Höhere US-Zölle auf importierte Autos würden Deutschland nach Berechnung des Ifo-Instituts fünf Milliarden Euro kosten. “Kein Land hätte höhere absolute Verluste durch einen solchen Zoll zu befürchten als Deutschland”, sagte Gabriel Felbermayr, Leiter des ifo-Zentrums für Außenhandel, in München. Die deutsche Wirtschaftsleistung – das Bruttoinlandsprodukt – würde aber nur um 1,6 Promille sinken. Ungarn, Mexiko oder Kanada wären relativ zur Wirtschaftsleistung weit stärker betroffen. Die amerikanischen Autokäufer müssten mit rund 20 Prozent höheren Preisen für Import-Autos rechnen.

Die Entscheidung Trumps stellt eine weitere Eskalation im anhaltenden Konflikt mit Handelspartnern dar, insbesondere auch mit Deutschland und der EU. Europa und die USA ringen derzeit um eine Ausnahmeregel bei den von der Trump-Administration verhängten Zöllen auf Alu und Stahl – bisher vergeblich. EU-Handelskommissarin Cecilia Malmström ließ verlauten, dass Sonderzölle auf Autos nicht akzeptiert würden.
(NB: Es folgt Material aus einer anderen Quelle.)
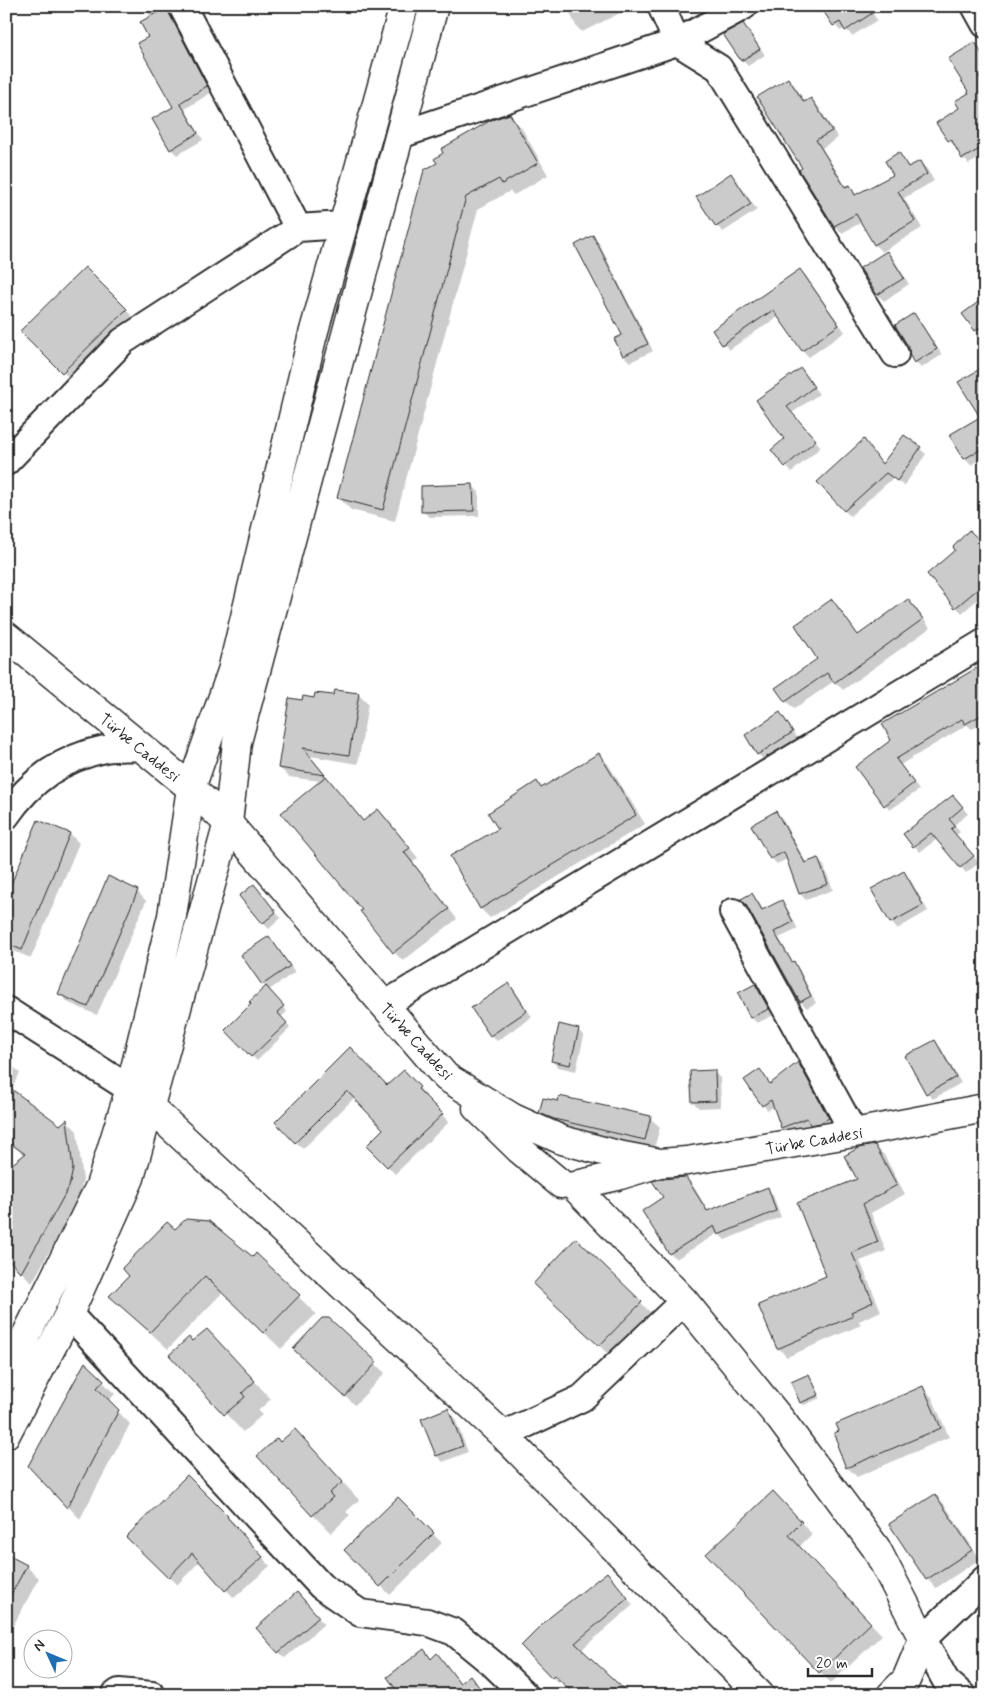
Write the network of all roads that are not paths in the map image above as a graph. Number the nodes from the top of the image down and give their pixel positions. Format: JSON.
{"nodes":[{"id":1,"x":182,"y":6,"type":"edge"},
{"id":2,"x":404,"y":6,"type":"edge"},
{"id":3,"x":434,"y":6,"type":"edge"},
{"id":4,"x":661,"y":6,"type":"edge"},
{"id":5,"x":744,"y":6,"type":"edge"},
{"id":6,"x":975,"y":6,"type":"edge"},
{"id":7,"x":985,"y":24,"type":"edge"},
{"id":8,"x":676,"y":42,"type":"junction"},
{"id":9,"x":400,"y":135,"type":"junction"},
{"id":10,"x":343,"y":225,"type":"junction"},
{"id":11,"x":298,"y":228,"type":"junction"},
{"id":12,"x":895,"y":354,"type":"dead end"},
{"id":13,"x":6,"y":462,"type":"edge"},
{"id":14,"x":6,"y":636,"type":"edge"},
{"id":15,"x":985,"y":642,"type":"edge"},
{"id":16,"x":140,"y":747,"type":"junction"},
{"id":17,"x":190,"y":788,"type":"junction"},
{"id":18,"x":9,"y":804,"type":"edge"},
{"id":19,"x":228,"y":823,"type":"junction"},
{"id":20,"x":733,"y":912,"type":"dead end"},
{"id":21,"x":384,"y":1005,"type":"junction"},
{"id":22,"x":6,"y":1010,"type":"edge"},
{"id":23,"x":446,"y":1077,"type":"junction"},
{"id":24,"x":130,"y":1089,"type":"junction"},
{"id":25,"x":150,"y":1107,"type":"junction"},
{"id":26,"x":985,"y":1108,"type":"edge"},
{"id":27,"x":854,"y":1133,"type":"junction"},
{"id":28,"x":578,"y":1145,"type":"junction"},
{"id":29,"x":660,"y":1163,"type":"junction"},
{"id":30,"x":572,"y":1185,"type":"junction"},
{"id":31,"x":684,"y":1301,"type":"junction"},
{"id":32,"x":69,"y":1314,"type":"junction"},
{"id":33,"x":6,"y":1376,"type":"edge"},
{"id":34,"x":7,"y":1428,"type":"edge"},
{"id":35,"x":503,"y":1435,"type":"junction"},
{"id":36,"x":985,"y":1579,"type":"edge"},
{"id":37,"x":923,"y":1639,"type":"junction"},
{"id":38,"x":116,"y":1695,"type":"edge"},
{"id":39,"x":152,"y":1695,"type":"edge"},
{"id":40,"x":525,"y":1695,"type":"edge"},
{"id":41,"x":760,"y":1695,"type":"edge"},
{"id":42,"x":891,"y":1695,"type":"edge"},
{"id":43,"x":962,"y":1695,"type":"edge"}],
"edges":[{"from":1,"to":11,"type":"street"},
{"from":2,"to":10,"type":"street"},
{"from":3,"to":9,"type":"street"},
{"from":4,"to":8,"type":"street"},
{"from":5,"to":8,"type":"street"},
{"from":6,"to":7,"type":"street"},
{"from":8,"to":9,"type":"street"},
{"from":8,"to":12,"type":"street"},
{"from":9,"to":19,"type":"street"},
{"from":10,"to":11,"type":"street"},
{"from":10,"to":17,"type":"street"},
{"from":11,"to":13,"type":"street"},
{"from":14,"to":16,"type":"street","name":"Türbe Caddesi"},
{"from":15,"to":21,"type":"street"},
{"from":16,"to":17,"type":"street","name":"Türbe Caddesi"},
{"from":16,"to":18,"type":"street"},
{"from":17,"to":19,"type":"street","name":"Türbe Caddesi"},
{"from":17,"to":24,"type":"street"},
{"from":19,"to":21,"type":"street","name":"Türbe Caddesi"},
{"from":19,"to":25,"type":"street"},
{"from":20,"to":27,"type":"street"},
{"from":21,"to":23,"type":"street","name":"Türbe Caddesi"},
{"from":22,"to":24,"type":"street"},
{"from":23,"to":28,"type":"street","name":"Türbe Caddesi"},
{"from":23,"to":30,"type":"street"},
{"from":24,"to":25,"type":"street"},
{"from":24,"to":33,"type":"street"},
{"from":25,"to":32,"type":"street"},
{"from":25,"to":35,"type":"street"},
{"from":26,"to":27,"type":"street","name":"Türbe Caddesi"},
{"from":27,"to":29,"type":"street","name":"Türbe Caddesi"},
{"from":28,"to":29,"type":"street","name":"Türbe Caddesi"},
{"from":28,"to":30,"type":"street"},
{"from":29,"to":30,"type":"street"},
{"from":30,"to":31,"type":"street"},
{"from":31,"to":35,"type":"street"},
{"from":31,"to":37,"type":"street"},
{"from":32,"to":34,"type":"street"},
{"from":32,"to":40,"type":"street"},
{"from":35,"to":41,"type":"street"},
{"from":36,"to":37,"type":"street"},
{"from":37,"to":42,"type":"street"},
{"from":37,"to":43,"type":"street"},
{"from":38,"to":39,"type":"street"}]}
Die EU hat im Streit um Stahl und Alu bereits Vergeltungszölle auf US-Produkte wie Whiskey, Motorräder oder Jeans angedroht.
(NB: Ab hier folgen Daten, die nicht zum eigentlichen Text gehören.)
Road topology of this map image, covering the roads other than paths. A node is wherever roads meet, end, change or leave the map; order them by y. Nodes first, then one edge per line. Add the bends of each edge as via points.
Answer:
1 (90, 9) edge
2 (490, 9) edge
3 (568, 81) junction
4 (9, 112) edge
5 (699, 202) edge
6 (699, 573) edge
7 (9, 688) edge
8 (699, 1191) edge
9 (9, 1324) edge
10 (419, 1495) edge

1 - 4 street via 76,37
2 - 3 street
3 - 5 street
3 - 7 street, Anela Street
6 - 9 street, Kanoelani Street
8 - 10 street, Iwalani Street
Der Verband der Automobilindustrie (VDA) zeigte sich angesichts der Zuspitzung besorgt. VDA-Präsident Bernhard Mattes appellierte an die Politik, eine Erhöhung der Zollschranken zu vermeiden. Laut VDA ist der Autoexport aus Deutschland in die USA seit 2013 um ein Viertel auf 494.000 Fahrzeuge gesunken. Im gleichen Zeitraum sei die Zahl der von deutschen Herstellern dort beschäftigten Mitarbeiter um 5.700 auf 36.500 gewachsen. Tatsächlich erheben die USA auf viele importierte Fahrzeuge bisher aber nur 2,5 Prozent Zoll – die EU kassiert umgekehrt bei US-Einfuhren mit bis zu zehn Prozent deutlich mehr.
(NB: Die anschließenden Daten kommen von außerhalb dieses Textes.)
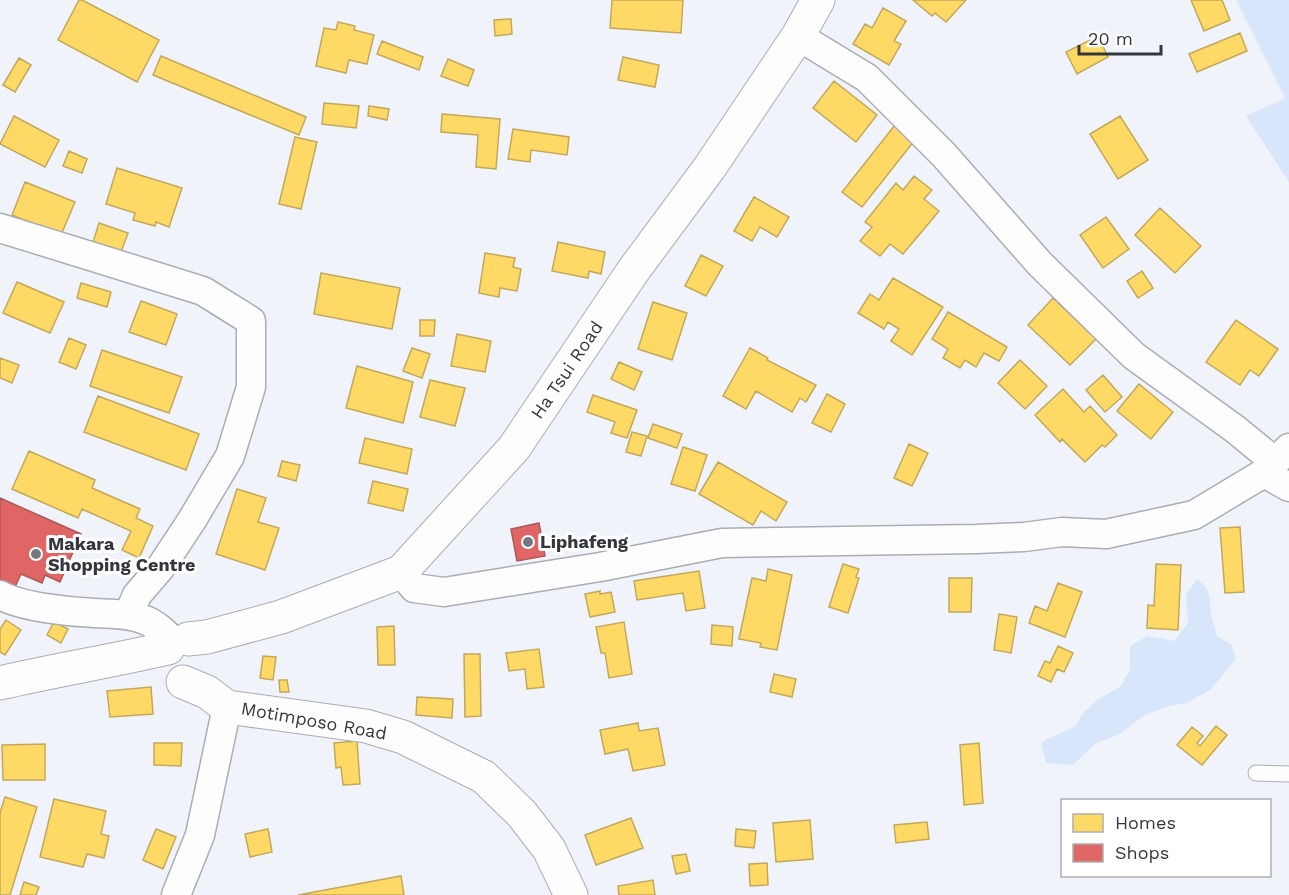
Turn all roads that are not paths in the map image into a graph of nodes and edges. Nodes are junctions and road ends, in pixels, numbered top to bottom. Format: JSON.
{"nodes":[{"id":1,"x":818,"y":0,"type":"edge"},
{"id":2,"x":798,"y":36,"type":"junction"},
{"id":3,"x":0,"y":228,"type":"edge"},
{"id":4,"x":1276,"y":461,"type":"edge"},
{"id":5,"x":1289,"y":487,"type":"edge"},
{"id":6,"x":401,"y":572,"type":"junction"},
{"id":7,"x":0,"y":595,"type":"edge"},
{"id":8,"x":128,"y":615,"type":"junction"},
{"id":9,"x":192,"y":668,"type":"junction"},
{"id":10,"x":0,"y":682,"type":"edge"},
{"id":11,"x":1256,"y":773,"type":"dead end"},
{"id":12,"x":1289,"y":774,"type":"edge"},
{"id":13,"x":176,"y":895,"type":"edge"},
{"id":14,"x":571,"y":895,"type":"edge"}],
"edges":[{"from":1,"to":2,"type":"street","name":"Ha Tsui Road"},
{"from":2,"to":4,"type":"street"},
{"from":2,"to":6,"type":"street","name":"Ha Tsui Road"},
{"from":3,"to":8,"type":"street"},
{"from":4,"to":5,"type":"street"},
{"from":4,"to":6,"type":"street"},
{"from":6,"to":9,"type":"street","name":"Ha Tsui Road"},
{"from":7,"to":8,"type":"street"},
{"from":8,"to":9,"type":"street"},
{"from":9,"to":10,"type":"street"},
{"from":9,"to":13,"type":"street"},
{"from":9,"to":14,"type":"street","name":"Motimposo Road"},
{"from":11,"to":12,"type":"lane"}]}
An der Börse in Frankfurt reagierten die Aktien deutscher Hersteller am Donnerstag mit deutlichen Kursabschlägen. Die Papiere von BMW büßten bis 16.00 Uhr 2,6 Prozent ein, bei Daimler lag das Minus bei etwa 3,3 Prozent. Auch für VW ging es abwärts: Die Vorzugsaktien standen rund 2,6 Prozent tiefer. Ob es wirklich zu zusätzlichen US-Zöllen auf Importautos kommt, muss sich indes erst zeigen. Noch gebe es wohl keinen klaren Plan, sagte Experte Terry Haines vom Analysehaus Evercore ISI. Trump könnte mit dem Vorgehen auch Druck aufbauen, um die Verhandlungsposition in anderen Konflikten zu verbessern.

US-Handelsminister Wilbur Ross informierte auch Verteidigungsminister James Mattis, wie aus einer am Mittwochabend in Washington verbreiteten Mitteilung hervorgeht. Eine solche Prüfung kann mehrere Monate dauern. “Es gibt Hinweise darauf, dass Importe aus dem Ausland jahrzehntelang unsere heimische Autoindustrie ausgehöhlt haben”, wird Ross zitiert. Die Frage sei, ob die Importe die Binnenwirtschaft schwächten und damit auch die nationale Sicherheit berührten. In diesem Fall haben Strafzölle eine größere Chance, ein mögliches Klageverfahren bei der Welthandelsorganisation WTO zu überstehen.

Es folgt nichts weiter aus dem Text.